▸ Work instructions:
Where an image appears in the data, omit it and reproduce the rest exactly.

▸ Input data:
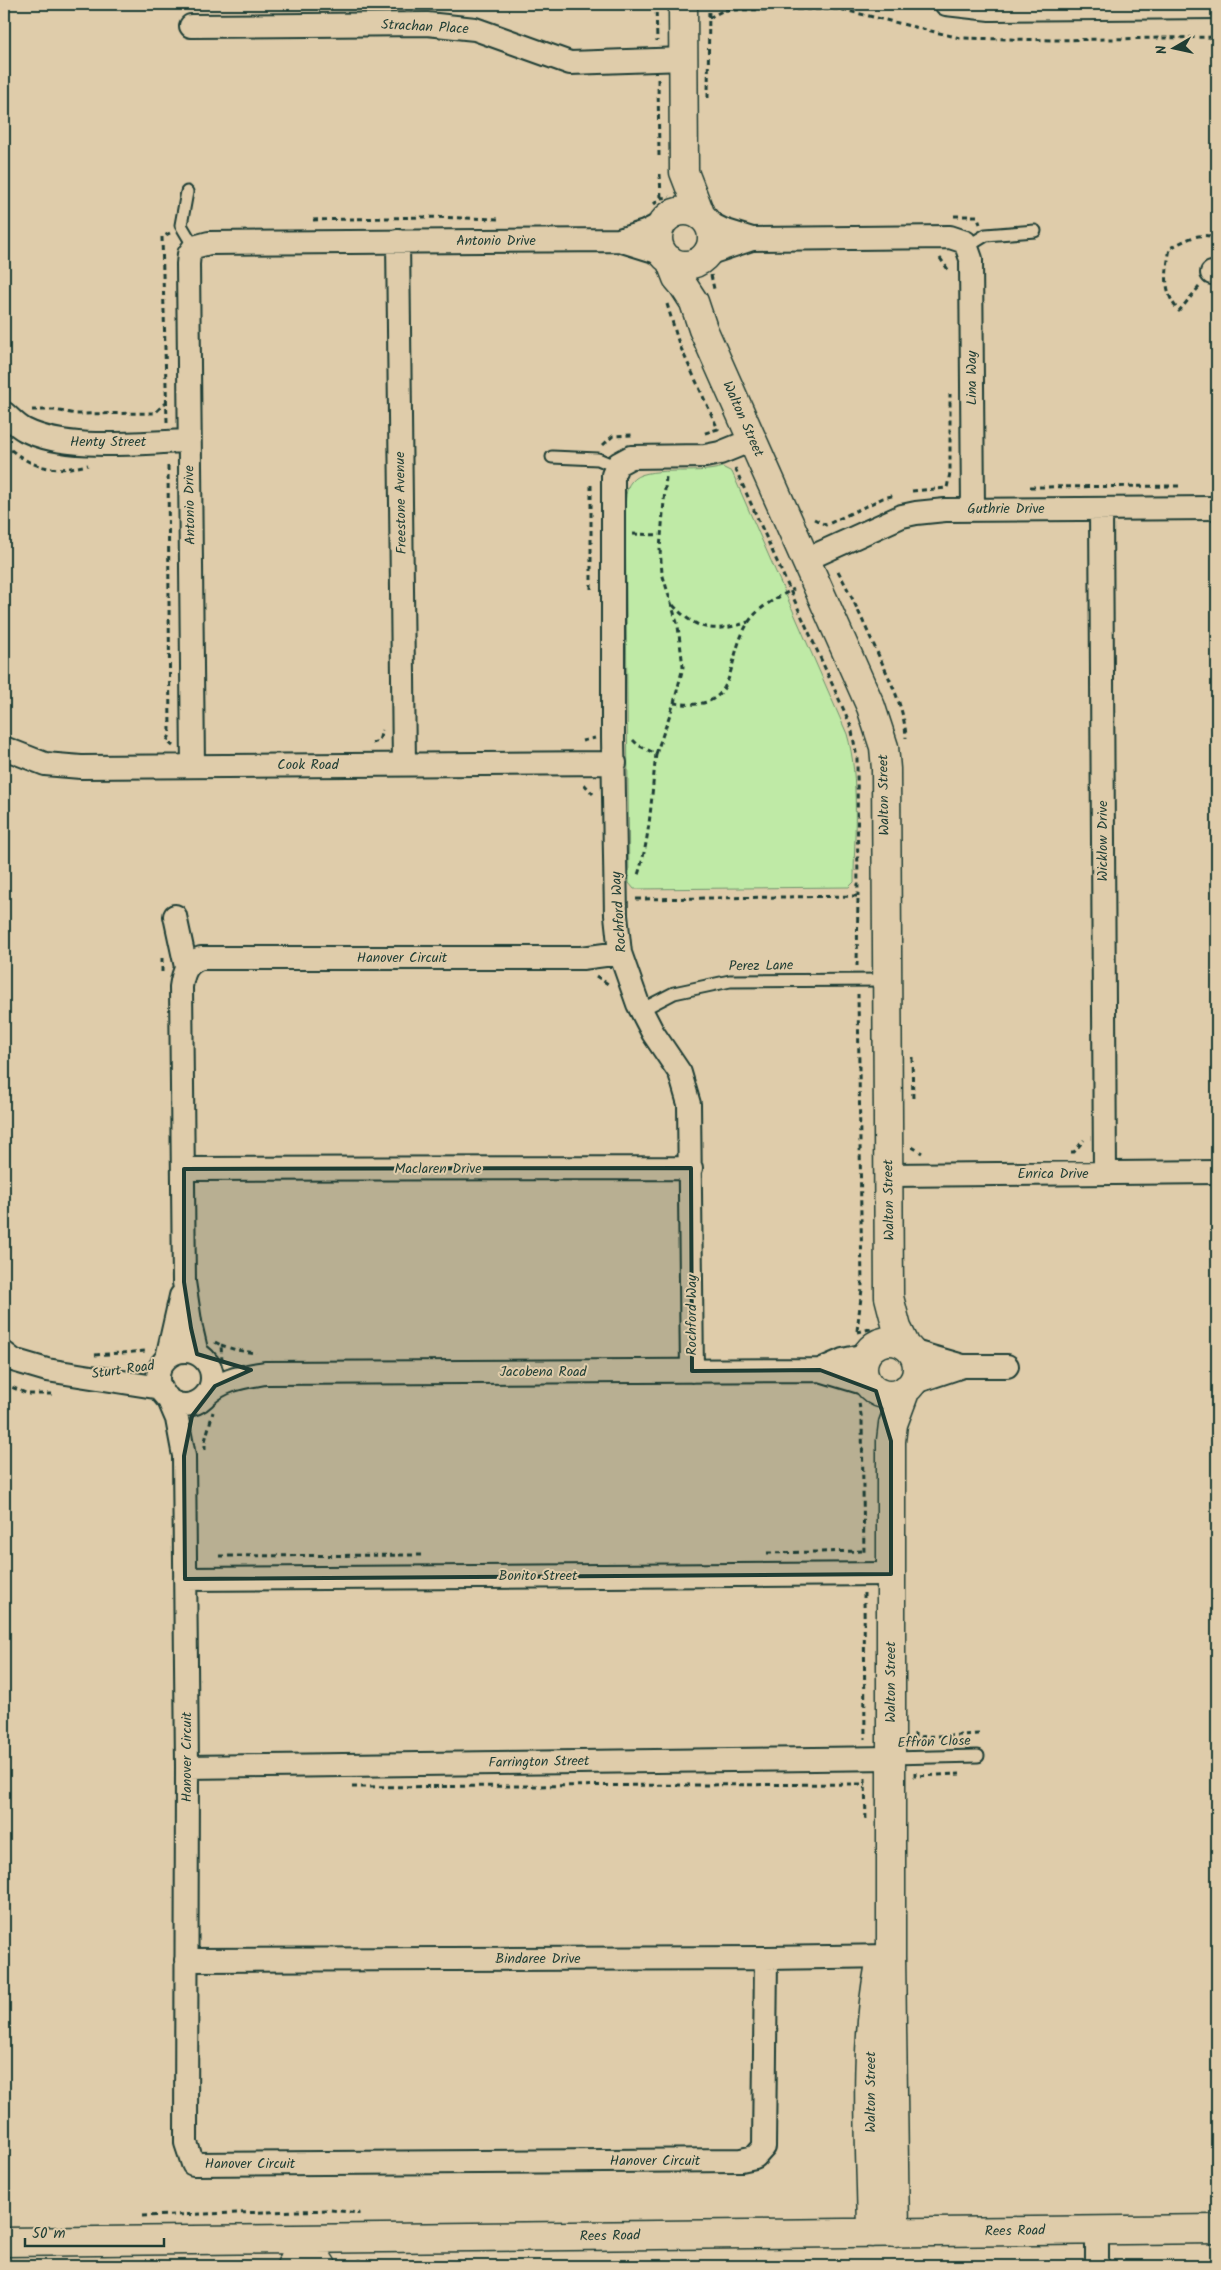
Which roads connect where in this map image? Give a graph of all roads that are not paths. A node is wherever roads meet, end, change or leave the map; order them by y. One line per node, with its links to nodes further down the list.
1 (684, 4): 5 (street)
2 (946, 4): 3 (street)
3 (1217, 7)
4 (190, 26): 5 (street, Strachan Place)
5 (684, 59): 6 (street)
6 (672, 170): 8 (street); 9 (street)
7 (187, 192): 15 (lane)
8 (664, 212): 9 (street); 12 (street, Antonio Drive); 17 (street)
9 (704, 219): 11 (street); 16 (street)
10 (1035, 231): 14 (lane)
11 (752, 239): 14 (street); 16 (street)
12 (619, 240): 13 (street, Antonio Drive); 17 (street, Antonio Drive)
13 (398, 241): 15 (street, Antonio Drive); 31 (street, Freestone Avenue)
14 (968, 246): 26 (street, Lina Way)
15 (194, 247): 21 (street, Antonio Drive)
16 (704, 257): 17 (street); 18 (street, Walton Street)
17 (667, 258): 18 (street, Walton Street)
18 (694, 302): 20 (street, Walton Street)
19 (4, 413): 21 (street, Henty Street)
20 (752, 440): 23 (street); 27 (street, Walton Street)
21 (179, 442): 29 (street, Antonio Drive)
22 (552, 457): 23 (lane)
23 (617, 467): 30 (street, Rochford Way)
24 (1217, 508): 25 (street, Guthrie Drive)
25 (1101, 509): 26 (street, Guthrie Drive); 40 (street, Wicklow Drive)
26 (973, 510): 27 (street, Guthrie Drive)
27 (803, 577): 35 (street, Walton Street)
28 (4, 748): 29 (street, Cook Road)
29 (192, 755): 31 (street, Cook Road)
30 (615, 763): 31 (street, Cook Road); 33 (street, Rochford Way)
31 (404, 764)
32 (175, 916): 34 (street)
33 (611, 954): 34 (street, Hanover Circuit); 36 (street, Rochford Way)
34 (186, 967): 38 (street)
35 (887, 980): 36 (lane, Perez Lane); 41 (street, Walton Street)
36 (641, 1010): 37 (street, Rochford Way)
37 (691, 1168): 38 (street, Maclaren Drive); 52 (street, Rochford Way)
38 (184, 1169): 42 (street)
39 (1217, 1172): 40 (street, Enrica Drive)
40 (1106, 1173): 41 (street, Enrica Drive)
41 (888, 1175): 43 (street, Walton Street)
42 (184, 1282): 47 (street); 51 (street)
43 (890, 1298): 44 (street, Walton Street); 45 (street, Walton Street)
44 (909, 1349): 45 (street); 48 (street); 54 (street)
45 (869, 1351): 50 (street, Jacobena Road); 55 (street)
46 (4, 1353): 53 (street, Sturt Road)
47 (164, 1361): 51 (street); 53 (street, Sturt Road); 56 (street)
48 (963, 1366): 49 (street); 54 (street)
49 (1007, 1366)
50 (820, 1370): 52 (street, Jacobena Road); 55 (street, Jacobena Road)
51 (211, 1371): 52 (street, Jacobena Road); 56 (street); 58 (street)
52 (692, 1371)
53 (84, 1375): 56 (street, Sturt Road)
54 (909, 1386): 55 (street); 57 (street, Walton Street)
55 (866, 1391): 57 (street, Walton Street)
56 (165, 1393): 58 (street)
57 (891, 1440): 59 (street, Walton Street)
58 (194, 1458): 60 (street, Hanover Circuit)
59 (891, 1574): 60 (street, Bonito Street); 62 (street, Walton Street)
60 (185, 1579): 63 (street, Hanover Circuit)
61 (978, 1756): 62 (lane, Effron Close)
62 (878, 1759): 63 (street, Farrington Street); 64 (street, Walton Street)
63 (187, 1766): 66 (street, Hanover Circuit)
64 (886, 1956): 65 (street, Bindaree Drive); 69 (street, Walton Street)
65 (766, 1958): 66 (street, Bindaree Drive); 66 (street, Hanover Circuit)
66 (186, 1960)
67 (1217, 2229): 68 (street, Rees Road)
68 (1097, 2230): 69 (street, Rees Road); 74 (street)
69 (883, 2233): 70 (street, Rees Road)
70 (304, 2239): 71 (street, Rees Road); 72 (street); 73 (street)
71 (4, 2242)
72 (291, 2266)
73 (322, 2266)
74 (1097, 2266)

▸ Response below:
Which roads connect where in this map image? Give a graph of all roads that are not paths. A node is wherever roads meet, end, change or leave the map; order them by y. One line per node, with its links to nodes further down the list.
1 (684, 4): 5 (street)
2 (946, 4): 3 (street)
3 (1217, 7)
4 (190, 26): 5 (street, Strachan Place)
5 (684, 59): 6 (street)
6 (672, 170): 8 (street); 9 (street)
7 (187, 192): 15 (lane)
8 (664, 212): 9 (street); 12 (street, Antonio Drive); 17 (street)
9 (704, 219): 11 (street); 16 (street)
10 (1035, 231): 14 (lane)
11 (752, 239): 14 (street); 16 (street)
12 (619, 240): 13 (street, Antonio Drive); 17 (street, Antonio Drive)
13 (398, 241): 15 (street, Antonio Drive); 31 (street, Freestone Avenue)
14 (968, 246): 26 (street, Lina Way)
15 (194, 247): 21 (street, Antonio Drive)
16 (704, 257): 17 (street); 18 (street, Walton Street)
17 (667, 258): 18 (street, Walton Street)
18 (694, 302): 20 (street, Walton Street)
19 (4, 413): 21 (street, Henty Street)
20 (752, 440): 23 (street); 27 (street, Walton Street)
21 (179, 442): 29 (street, Antonio Drive)
22 (552, 457): 23 (lane)
23 (617, 467): 30 (street, Rochford Way)
24 (1217, 508): 25 (street, Guthrie Drive)
25 (1101, 509): 26 (street, Guthrie Drive); 40 (street, Wicklow Drive)
26 (973, 510): 27 (street, Guthrie Drive)
27 (803, 577): 35 (street, Walton Street)
28 (4, 748): 29 (street, Cook Road)
29 (192, 755): 31 (street, Cook Road)
30 (615, 763): 31 (street, Cook Road); 33 (street, Rochford Way)
31 (404, 764)
32 (175, 916): 34 (street)
33 (611, 954): 34 (street, Hanover Circuit); 36 (street, Rochford Way)
34 (186, 967): 38 (street)
35 (887, 980): 36 (lane, Perez Lane); 41 (street, Walton Street)
36 (641, 1010): 37 (street, Rochford Way)
37 (691, 1168): 38 (street, Maclaren Drive); 52 (street, Rochford Way)
38 (184, 1169): 42 (street)
39 (1217, 1172): 40 (street, Enrica Drive)
40 (1106, 1173): 41 (street, Enrica Drive)
41 (888, 1175): 43 (street, Walton Street)
42 (184, 1282): 47 (street); 51 (street)
43 (890, 1298): 44 (street, Walton Street); 45 (street, Walton Street)
44 (909, 1349): 45 (street); 48 (street); 54 (street)
45 (869, 1351): 50 (street, Jacobena Road); 55 (street)
46 (4, 1353): 53 (street, Sturt Road)
47 (164, 1361): 51 (street); 53 (street, Sturt Road); 56 (street)
48 (963, 1366): 49 (street); 54 (street)
49 (1007, 1366)
50 (820, 1370): 52 (street, Jacobena Road); 55 (street, Jacobena Road)
51 (211, 1371): 52 (street, Jacobena Road); 56 (street); 58 (street)
52 (692, 1371)
53 (84, 1375): 56 (street, Sturt Road)
54 (909, 1386): 55 (street); 57 (street, Walton Street)
55 (866, 1391): 57 (street, Walton Street)
56 (165, 1393): 58 (street)
57 (891, 1440): 59 (street, Walton Street)
58 (194, 1458): 60 (street, Hanover Circuit)
59 (891, 1574): 60 (street, Bonito Street); 62 (street, Walton Street)
60 (185, 1579): 63 (street, Hanover Circuit)
61 (978, 1756): 62 (lane, Effron Close)
62 (878, 1759): 63 (street, Farrington Street); 64 (street, Walton Street)
63 (187, 1766): 66 (street, Hanover Circuit)
64 (886, 1956): 65 (street, Bindaree Drive); 69 (street, Walton Street)
65 (766, 1958): 66 (street, Bindaree Drive); 66 (street, Hanover Circuit)
66 (186, 1960)
67 (1217, 2229): 68 (street, Rees Road)
68 (1097, 2230): 69 (street, Rees Road); 74 (street)
69 (883, 2233): 70 (street, Rees Road)
70 (304, 2239): 71 (street, Rees Road); 72 (street); 73 (street)
71 (4, 2242)
72 (291, 2266)
73 (322, 2266)
74 (1097, 2266)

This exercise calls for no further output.